But if at the Church they would give us some ale, And a pleasant fire our souls to regale, We’d sing and we’d pray all the livelong day, Nor ever once wish from the Church to stray.
Then the Parson might preach, and drink, and sing, And we’d be as happy as birds in the spring; And modest Dame Lurch, who is always at church, Would not have bandy children, nor fasting, nor birch.
And God, like a father, rejoicing to see His children as pleasant and happy as He, Would have no more quarrel with the Devil or the barrel, But kiss him, and give him both drink and apparel.
Blake, of course, was neither the only nor the first visionary with an eye for irony. Jesus himself spoke pithily and often about religious absurdity. He surely elicited some laughs when he portrayed religious leaders as straining at gnats and swallowing camels, whitewashing tombs, scrubbing only the outside of a filthy bowl, and so on. His whole ministry was a kind of guerrilla theatre, playing—can we say devilishly?—on irony, overturning figuratively as well as literally the money-laden tables of the religious elite.
If the Temple has been turned into a den of robbers—a joke, in other words—where then can the Spirit be found? Jesus dramatizes the answer. The Spirit, driven from the Temple, shows up in one surprising place after another . . . in the treetops like the wind, on the sandy banks of the muddy Jordan River, on a hillside in the presence of the birds of the air and the flowers of the field, among wine bibbers and sinners, by a crime scene on the Jericho road, among rowdy children and a boisterous crowd, in a stranger on the road to Emmaus, in the last, the least, and the lost.
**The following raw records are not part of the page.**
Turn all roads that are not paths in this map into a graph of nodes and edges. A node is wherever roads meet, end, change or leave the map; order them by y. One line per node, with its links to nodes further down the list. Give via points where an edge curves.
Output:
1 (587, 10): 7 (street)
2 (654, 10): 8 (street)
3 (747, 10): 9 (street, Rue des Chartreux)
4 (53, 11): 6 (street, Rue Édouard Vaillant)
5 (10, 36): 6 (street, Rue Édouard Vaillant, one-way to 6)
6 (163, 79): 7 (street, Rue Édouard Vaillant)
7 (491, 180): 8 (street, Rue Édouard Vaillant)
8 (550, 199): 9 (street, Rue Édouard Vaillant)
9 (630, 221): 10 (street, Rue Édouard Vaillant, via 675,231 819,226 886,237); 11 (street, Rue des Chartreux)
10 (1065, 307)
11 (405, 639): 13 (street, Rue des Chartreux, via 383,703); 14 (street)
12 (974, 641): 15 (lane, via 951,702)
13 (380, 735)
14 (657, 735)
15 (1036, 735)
Given the bizarre and hostile state of our religious communities too often these days, isn’t a bar the perfect place for the Spirit to convene a scandalous parliament of the world’s religious leaders? Don’t we need some “secular” social space where diverse people of faith can encounter one another with some level of privacy and anonymity? Isn’t the real scandal not that our religious leaders might be imagined talking as friends together in a bar, but rather that their followers are found speaking against one another as enemies, day after day in situation after situation?
Questions like these have always mattered. But in the years since 9/11/01, more and more of us are realizing just how much they matter. So to imagine Jesus, Moses, the Buddha, and Mohammed taking a walk across a road or even getting together as friends for a meal and conversation doesn’t have to introduce a joke: it could introduce one of the most important conversations possible in today’s world.
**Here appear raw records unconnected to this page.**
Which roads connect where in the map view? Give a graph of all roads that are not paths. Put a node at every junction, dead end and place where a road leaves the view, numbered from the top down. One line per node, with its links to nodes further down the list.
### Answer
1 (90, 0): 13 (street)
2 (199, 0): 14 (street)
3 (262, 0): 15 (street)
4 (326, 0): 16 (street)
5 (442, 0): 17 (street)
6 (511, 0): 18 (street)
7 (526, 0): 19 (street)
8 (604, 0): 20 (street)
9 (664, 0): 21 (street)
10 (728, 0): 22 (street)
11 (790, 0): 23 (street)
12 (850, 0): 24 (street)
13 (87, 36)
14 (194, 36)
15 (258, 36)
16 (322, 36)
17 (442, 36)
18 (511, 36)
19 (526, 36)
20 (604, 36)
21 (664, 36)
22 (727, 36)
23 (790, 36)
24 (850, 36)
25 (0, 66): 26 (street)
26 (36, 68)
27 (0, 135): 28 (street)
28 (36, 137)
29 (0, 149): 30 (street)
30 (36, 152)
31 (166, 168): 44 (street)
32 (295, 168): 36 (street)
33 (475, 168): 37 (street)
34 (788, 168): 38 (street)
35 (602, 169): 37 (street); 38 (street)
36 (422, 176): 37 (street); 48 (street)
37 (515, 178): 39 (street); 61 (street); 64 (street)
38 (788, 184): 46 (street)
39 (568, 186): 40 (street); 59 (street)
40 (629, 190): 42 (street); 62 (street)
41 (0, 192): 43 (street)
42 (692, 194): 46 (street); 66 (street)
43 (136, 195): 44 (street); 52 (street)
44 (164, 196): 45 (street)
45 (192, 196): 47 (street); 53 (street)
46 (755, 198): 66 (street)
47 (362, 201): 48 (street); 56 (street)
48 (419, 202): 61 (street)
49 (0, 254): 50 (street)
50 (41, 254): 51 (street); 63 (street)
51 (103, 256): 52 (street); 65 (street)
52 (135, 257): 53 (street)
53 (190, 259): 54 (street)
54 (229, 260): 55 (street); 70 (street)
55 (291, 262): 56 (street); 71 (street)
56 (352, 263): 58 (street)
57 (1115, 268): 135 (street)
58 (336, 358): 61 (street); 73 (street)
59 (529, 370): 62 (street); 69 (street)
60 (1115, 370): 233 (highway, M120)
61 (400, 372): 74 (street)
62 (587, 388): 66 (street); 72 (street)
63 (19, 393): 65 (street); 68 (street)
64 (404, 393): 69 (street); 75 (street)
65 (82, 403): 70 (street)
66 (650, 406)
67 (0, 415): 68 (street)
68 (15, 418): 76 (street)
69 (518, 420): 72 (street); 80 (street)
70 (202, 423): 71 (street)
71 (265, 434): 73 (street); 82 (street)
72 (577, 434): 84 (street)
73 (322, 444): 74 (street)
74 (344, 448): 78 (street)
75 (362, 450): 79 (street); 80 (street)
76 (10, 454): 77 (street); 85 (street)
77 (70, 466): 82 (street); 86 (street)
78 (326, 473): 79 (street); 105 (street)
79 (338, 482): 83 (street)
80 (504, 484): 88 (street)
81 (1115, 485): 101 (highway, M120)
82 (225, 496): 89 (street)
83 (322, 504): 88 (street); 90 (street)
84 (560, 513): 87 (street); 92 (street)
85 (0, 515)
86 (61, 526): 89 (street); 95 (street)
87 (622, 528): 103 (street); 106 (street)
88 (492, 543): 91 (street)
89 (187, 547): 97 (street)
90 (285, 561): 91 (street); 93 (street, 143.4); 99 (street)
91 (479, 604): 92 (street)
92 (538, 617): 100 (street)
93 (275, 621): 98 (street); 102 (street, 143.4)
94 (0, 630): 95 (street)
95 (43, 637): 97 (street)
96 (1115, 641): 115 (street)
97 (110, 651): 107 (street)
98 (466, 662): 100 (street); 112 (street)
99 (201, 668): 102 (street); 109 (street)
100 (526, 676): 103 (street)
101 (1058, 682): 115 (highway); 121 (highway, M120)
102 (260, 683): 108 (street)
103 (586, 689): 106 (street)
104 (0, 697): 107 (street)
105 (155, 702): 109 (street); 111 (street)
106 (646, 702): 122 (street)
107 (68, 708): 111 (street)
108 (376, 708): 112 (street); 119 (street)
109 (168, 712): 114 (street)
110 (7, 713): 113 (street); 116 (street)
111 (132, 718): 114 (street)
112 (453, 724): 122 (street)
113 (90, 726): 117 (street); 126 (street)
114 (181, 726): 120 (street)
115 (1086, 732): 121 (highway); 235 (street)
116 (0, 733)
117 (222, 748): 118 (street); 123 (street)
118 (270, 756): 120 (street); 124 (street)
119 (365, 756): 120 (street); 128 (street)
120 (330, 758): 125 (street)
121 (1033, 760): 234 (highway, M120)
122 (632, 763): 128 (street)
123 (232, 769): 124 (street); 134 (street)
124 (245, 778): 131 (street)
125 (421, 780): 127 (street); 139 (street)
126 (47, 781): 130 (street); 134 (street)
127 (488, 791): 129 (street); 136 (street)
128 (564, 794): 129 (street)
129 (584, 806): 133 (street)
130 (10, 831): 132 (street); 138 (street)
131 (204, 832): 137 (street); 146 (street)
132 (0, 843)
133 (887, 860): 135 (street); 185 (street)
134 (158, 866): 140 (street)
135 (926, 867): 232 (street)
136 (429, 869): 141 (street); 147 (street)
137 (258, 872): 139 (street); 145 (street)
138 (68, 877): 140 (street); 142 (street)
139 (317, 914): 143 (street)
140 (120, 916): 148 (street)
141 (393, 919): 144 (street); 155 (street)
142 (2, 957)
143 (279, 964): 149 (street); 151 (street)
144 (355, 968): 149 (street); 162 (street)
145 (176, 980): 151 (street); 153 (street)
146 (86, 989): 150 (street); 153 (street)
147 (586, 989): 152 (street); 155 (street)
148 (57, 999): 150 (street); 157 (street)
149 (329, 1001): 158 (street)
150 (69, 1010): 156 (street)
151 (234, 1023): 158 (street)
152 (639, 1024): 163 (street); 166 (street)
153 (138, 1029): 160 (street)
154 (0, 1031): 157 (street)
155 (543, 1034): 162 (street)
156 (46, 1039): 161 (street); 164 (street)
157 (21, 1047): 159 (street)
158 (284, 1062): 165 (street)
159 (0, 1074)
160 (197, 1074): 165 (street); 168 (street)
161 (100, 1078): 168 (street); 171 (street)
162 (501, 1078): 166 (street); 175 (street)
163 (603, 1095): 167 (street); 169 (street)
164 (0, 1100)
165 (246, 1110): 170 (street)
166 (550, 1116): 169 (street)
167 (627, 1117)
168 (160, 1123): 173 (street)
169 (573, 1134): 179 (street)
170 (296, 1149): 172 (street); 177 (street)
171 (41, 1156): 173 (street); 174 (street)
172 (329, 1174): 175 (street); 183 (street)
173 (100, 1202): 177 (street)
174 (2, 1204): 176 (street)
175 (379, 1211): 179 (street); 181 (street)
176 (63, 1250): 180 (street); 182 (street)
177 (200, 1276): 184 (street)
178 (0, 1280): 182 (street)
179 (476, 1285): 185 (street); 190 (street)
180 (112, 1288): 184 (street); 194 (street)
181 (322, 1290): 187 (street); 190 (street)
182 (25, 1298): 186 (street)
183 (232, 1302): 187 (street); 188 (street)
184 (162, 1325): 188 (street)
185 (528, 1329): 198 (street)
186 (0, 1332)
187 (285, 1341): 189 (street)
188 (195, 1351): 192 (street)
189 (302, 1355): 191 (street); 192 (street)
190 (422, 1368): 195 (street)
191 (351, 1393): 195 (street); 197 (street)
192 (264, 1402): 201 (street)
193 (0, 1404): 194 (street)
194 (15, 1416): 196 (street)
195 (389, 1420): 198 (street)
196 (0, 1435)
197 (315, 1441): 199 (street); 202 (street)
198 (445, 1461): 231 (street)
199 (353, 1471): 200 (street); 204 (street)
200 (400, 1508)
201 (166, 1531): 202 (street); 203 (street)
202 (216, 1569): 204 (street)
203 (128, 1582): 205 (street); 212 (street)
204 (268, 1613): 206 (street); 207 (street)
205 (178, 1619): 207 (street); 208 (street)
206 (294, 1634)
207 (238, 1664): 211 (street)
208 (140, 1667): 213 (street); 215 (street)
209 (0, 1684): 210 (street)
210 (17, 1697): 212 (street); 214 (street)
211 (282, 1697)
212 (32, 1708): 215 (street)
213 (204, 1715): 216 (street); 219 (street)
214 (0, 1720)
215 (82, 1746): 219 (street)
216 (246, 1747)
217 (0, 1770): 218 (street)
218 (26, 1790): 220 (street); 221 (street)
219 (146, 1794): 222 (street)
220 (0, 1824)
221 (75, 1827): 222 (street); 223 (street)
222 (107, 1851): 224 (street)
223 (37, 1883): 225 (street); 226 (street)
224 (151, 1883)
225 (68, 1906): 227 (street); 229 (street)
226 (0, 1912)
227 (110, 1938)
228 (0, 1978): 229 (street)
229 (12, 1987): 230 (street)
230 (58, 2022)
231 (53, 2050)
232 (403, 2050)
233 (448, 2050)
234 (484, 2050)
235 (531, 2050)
And all over the world, this is the conversation Christians want and need to have. In Capetown and Bujumbura, in Bethlehem and Amsterdam, in Mombassa and Santo Domingo, in Santiago and Kuala Lumpur, in San Francisco and Phnom Penh, I’ve heard deeply earnest and highly committed Christians raise questions about what it means to be Christian in a multifaith world. I knew that I should write on the subject, but what approach should I take? I could take an educational approach—informing Christians about other religions, overturning misconceptions, and showing what Christians do and don’t have in common with people of other faiths. I could take an apologetic or evangelistic approach—showing what is special and unique about Christianity, encouraging people to become or remain Christians—without insulting or misrepresenting other religions. I could take an approach of moral outrage, venting righteous fury about religious violence and bigotry. I could follow a deconstructive approach, grappling with the problematic philosophical assumptions that commonly lead to violence and bigotry. But in the end I felt I should take a different tack—a practical, pastoral, and constructive one, focusing on how to develop a healthy, sane, and faithful Christian identity in a multifaith world like ours.
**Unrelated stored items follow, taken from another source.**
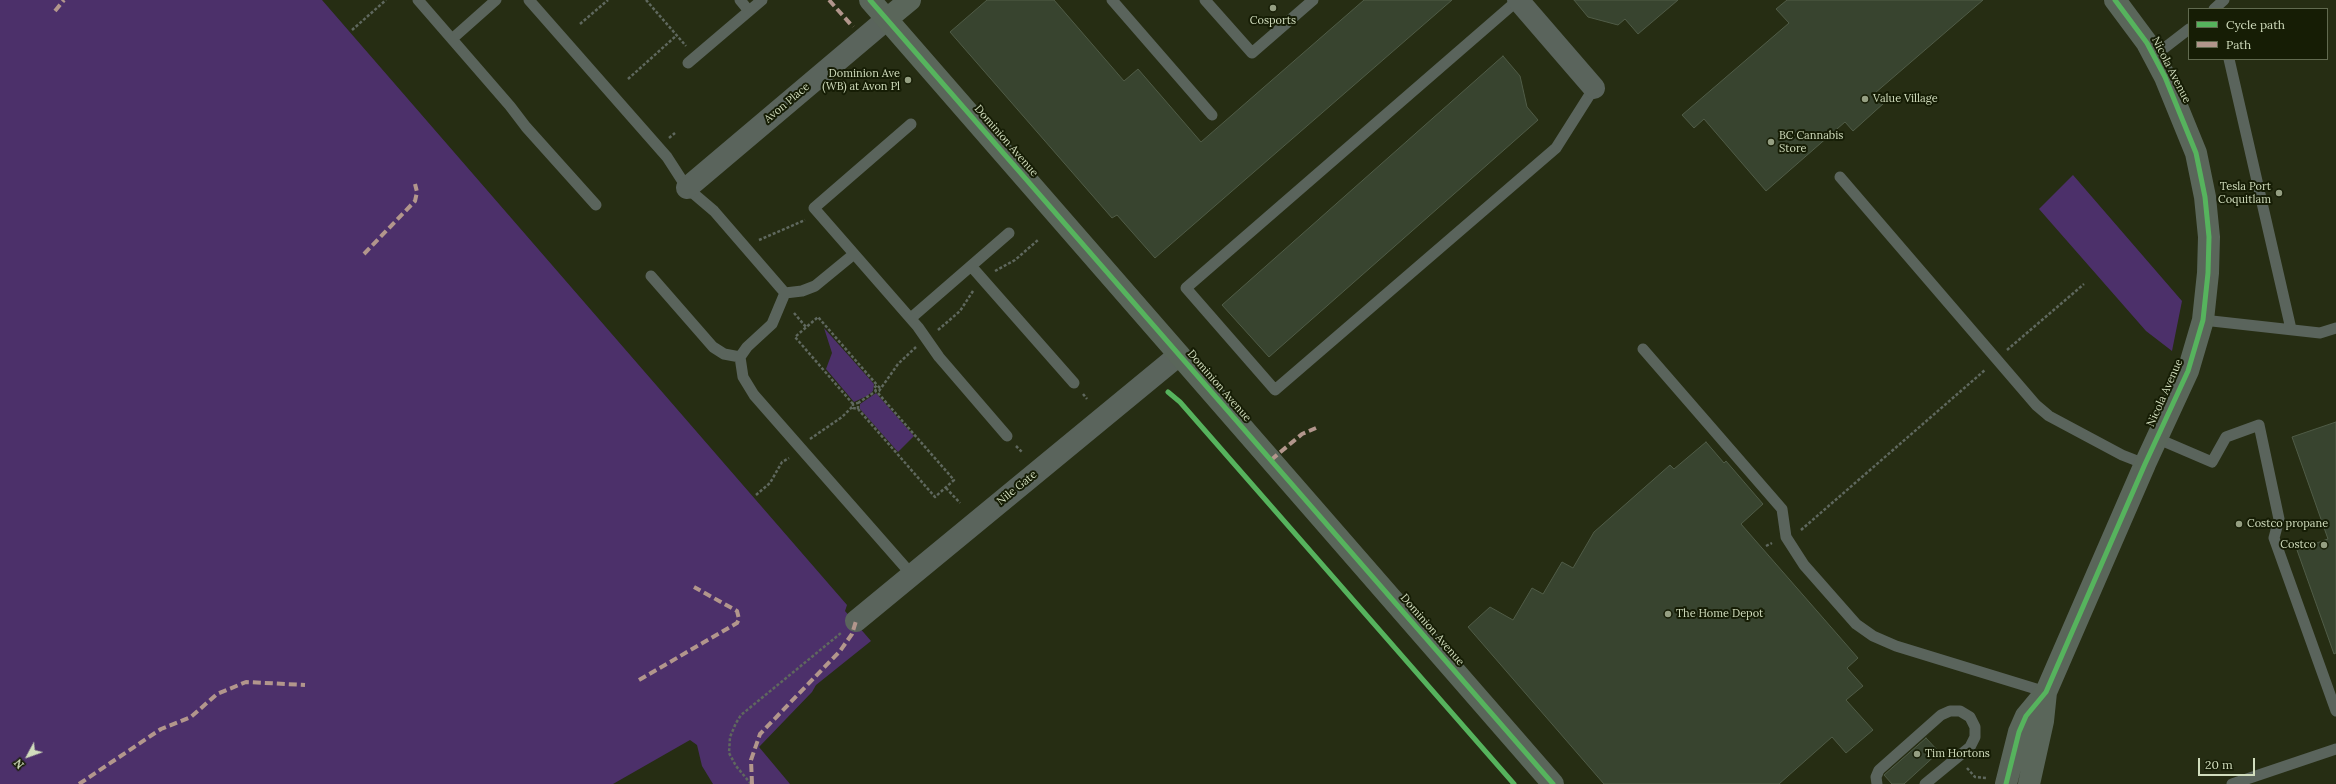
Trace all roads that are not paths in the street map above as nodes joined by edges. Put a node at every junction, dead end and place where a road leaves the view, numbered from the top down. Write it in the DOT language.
graph roads {
  1 [pos="418,0"];
  2 [pos="496,0"];
  3 [pos="529,0"];
  4 [pos="740,0"];
  5 [pos="762,0"];
  6 [pos="870,0"];
  7 [pos="910,0"];
  8 [pos="1112,0"];
  9 [pos="1205,0"];
  10 [pos="1313,0"];
  11 [pos="1518,0"];
  12 [pos="2115,0"];
  13 [pos="749,11"];
  14 [pos="887,19"];
  15 [pos="2188,30"];
  16 [pos="452,39"];
  17 [pos="2154,56"];
  18 [pos="692,60"];
  19 [pos="2229,60"];
  20 [pos="1594,88"];
  21 [pos="1212,115"];
  22 [pos="911,124"];
  23 [pos="1840,177"];
  24 [pos="687,188"];
  25 [pos="596,205"];
  26 [pos="1009,233"];
  27 [pos="854,254"];
  28 [pos="971,266"];
  29 [pos="651,276"];
  30 [pos="785,293"];
  31 [pos="911,318"];
  32 [pos="2203,320"];
  33 [pos="2336,328"];
  34 [pos="2291,329"];
  35 [pos="1644,349"];
  36 [pos="1179,355"];
  37 [pos="740,357"];
  38 [pos="1074,383"];
  39 [pos="1008,436"];
  40 [pos="2156,438"];
  41 [pos="2145,464"];
  42 [pos="912,575"];
  43 [pos="856,621"];
  44 [pos="2046,692"];
  45 [pos="2336,711"];
  46 [pos="2016,744"];
  47 [pos="2336,749"];
  48 [pos="2000,781"];
  49 [pos="1554,784"];
  50 [pos="1877,784"];
  51 [pos="1925,784"];
  52 [pos="2017,784"];
  53 [pos="2029,784"];
  54 [pos="2232,784"];
  1 -- 16 [label="lane"];
  2 -- 16 [label="lane"];
  3 -- 24 [label="lane"];
  4 -- 13 [label="lane"];
  5 -- 13 [label="lane"];
  6 -- 14 [label="main road, Dominion Avenue"];
  7 -- 14 [label="main road"];
  8 -- 21 [label="lane"];
  9 -- 10 [label="lane"];
  11 -- 20 [label="street"];
  11 -- 20 [label="lane"];
  12 -- 17 [label="main road, Nicola Avenue"];
  13 -- 18 [label="lane"];
  14 -- 24 [label="street, Avon Place"];
  14 -- 36 [label="main road, Dominion Avenue"];
  15 -- 17 [label="lane"];
  16 -- 25 [label="lane"];
  17 -- 32 [label="main road, Nicola Avenue"];
  19 -- 34 [label="lane"];
  22 -- 27 [label="lane"];
  23 -- 41 [label="lane"];
  24 -- 30 [label="lane"];
  26 -- 28 [label="lane"];
  27 -- 30 [label="lane"];
  27 -- 31 [label="lane"];
  28 -- 31 [label="lane"];
  28 -- 38 [label="lane"];
  29 -- 37 [label="lane"];
  30 -- 37 [label="lane"];
  31 -- 39 [label="lane"];
  32 -- 34 [label="lane"];
  32 -- 40 [label="main road, Nicola Avenue"];
  33 -- 34 [label="lane"];
  35 -- 44 [label="lane"];
  36 -- 42 [label="street, Nile Gate"];
  36 -- 49 [label="main road, Dominion Avenue"];
  37 -- 42 [label="lane"];
  40 -- 41 [label="main road, Nicola Avenue"];
  40 -- 45 [label="lane"];
  41 -- 44 [label="main road, Nicola Avenue"];
  42 -- 43 [label="street, Nile Gate"];
  44 -- 46 [label="main road, Nicola Avenue"];
  44 -- 53 [label="main road, Nicola Avenue"];
  46 -- 48 [label="main road, Nicola Avenue"];
  46 -- 52 [label="main road"];
  47 -- 54 [label="lane"];
  50 -- 51 [label="lane"];
}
Simply put, we Christians already know how to do two things very well. First, some of us know how to have a strong Christian identity that responds negatively toward other religions. The stronger our Christian commitment, the stronger our aversion or oppo- sition to other religions. The stronger our Christian commitment, the more we emphasize our differences with other faiths and the more we frame those differences in terms of good/evil, right/wrong, and better/worse. We may be friendly to individuals of other religions, but our friendship always has a pretext: we want them to switch sides and be won over to our better way. We love them (or say that we do) in spite of their religious identity, hoping that they will see the light and abandon it to find shelter under the tent of our own.
Alternatively, others of us know how to have a more positive, accepting response to other religions. We never proselytize. We always show respect for other religions and their adherents. We always minimize differences and maximize commonalities. But we typically achieve coexistence by weakening our Christian identity. We make it matter less that they are Muslim or Hindu by making it matter less that we are Christian. We might even say that we love them in spite of our own religious identity.
For reasons that will become clear in the pages ahead, I’m convinced that neither of these responses is good enough for today’s world. So I will explore the possibility of a third option, a Christian identity that is both strong and kind. By strong I mean vigorous, vital, durable, motivating, faithful, attractive, and defining—an authentic Christian identity that matters. By kind I mean something far more robust than mere tolerance, political correctness, or coexistence: I mean benevolent, hospitable, accepting, interested, and lov- ing, so that the stronger our Christian faith, the more goodwill we will feel and show toward those of other faiths, seeking to understand and appreciate their religion from their point of view. My pursuit, not just in this book but in my life, is a Christian identity that moves me toward people of other faiths in wholehearted love, not in spite of their non-Christian identity and not in spite of my own Christian identity, but because of my identity as a follower of God in the way of Jesus.
As in all of my books, I’m writing for a general audience of thoughtful Christians, especially Christian leaders, rather than a specialized audience of scholars. Even though I’ve been somewhat restrained in quoting and footnoting scholarship in these pages, I hope it will be clear that I myself am an avid reader of relevant scholarship. With over two decades of my life invested as a pastor in a local congregation, and another decade invested in writing for and speaking with Christian leaders, I’m drawn to bring good scholarship to bear on the grass-roots struggles faced by pastors and laypeople day to day in our multifaith world.
I’m especially mindful of two other audiences as I write. First, I’m conscious of a new generation of young Christians—high school and college students, young adults coming of age, and emerging leaders grappling with the formation of their identities. I hope they will find in these pages a way of staying and being wholeheartedly Christian without hostility, and I hope they will pioneer ways of raising future generations of children and youth in that path as well. And I also think of the young nonreligious or postreligious adults I meet almost every week—not practicing any religion, but deeply interested in finding a way to be human that is informed by the best of our religious traditions—including the hard lessons learned by the failures of those religious traditions.
Although I find the integrated vision presented in these pages to be both persuasive, coherent, and beautiful, I expect some readers to 10 find the book baffling because it proposes not minor changes within the existing paradigm of Christian identity, and not even major changes, but rather a different paradigm altogether. (It is terribly difficult to understand a different paradigm from the outside.) I expect some readers to say, “I’m with you in certain chapters, not so much in others.” Rather than being disappointed in less than complete agreement or understanding, I’ll be grateful for even small steps we can take together in challenging dangerous features of the status quo and opening up better possibilities for the future. Where you can’t follow some of my proposals, I plead only that you pursue—in your own way, according to the lines of reasoning and imagination that seem best to you—the benevolence, the kindness, and the love without which all our words are noise and we ourselves are nothing. We are increasingly faced with a choice, I believe, not between kindness and hostility, but between kindness and nonexistence.
That is the choice we must make, the road we must cross.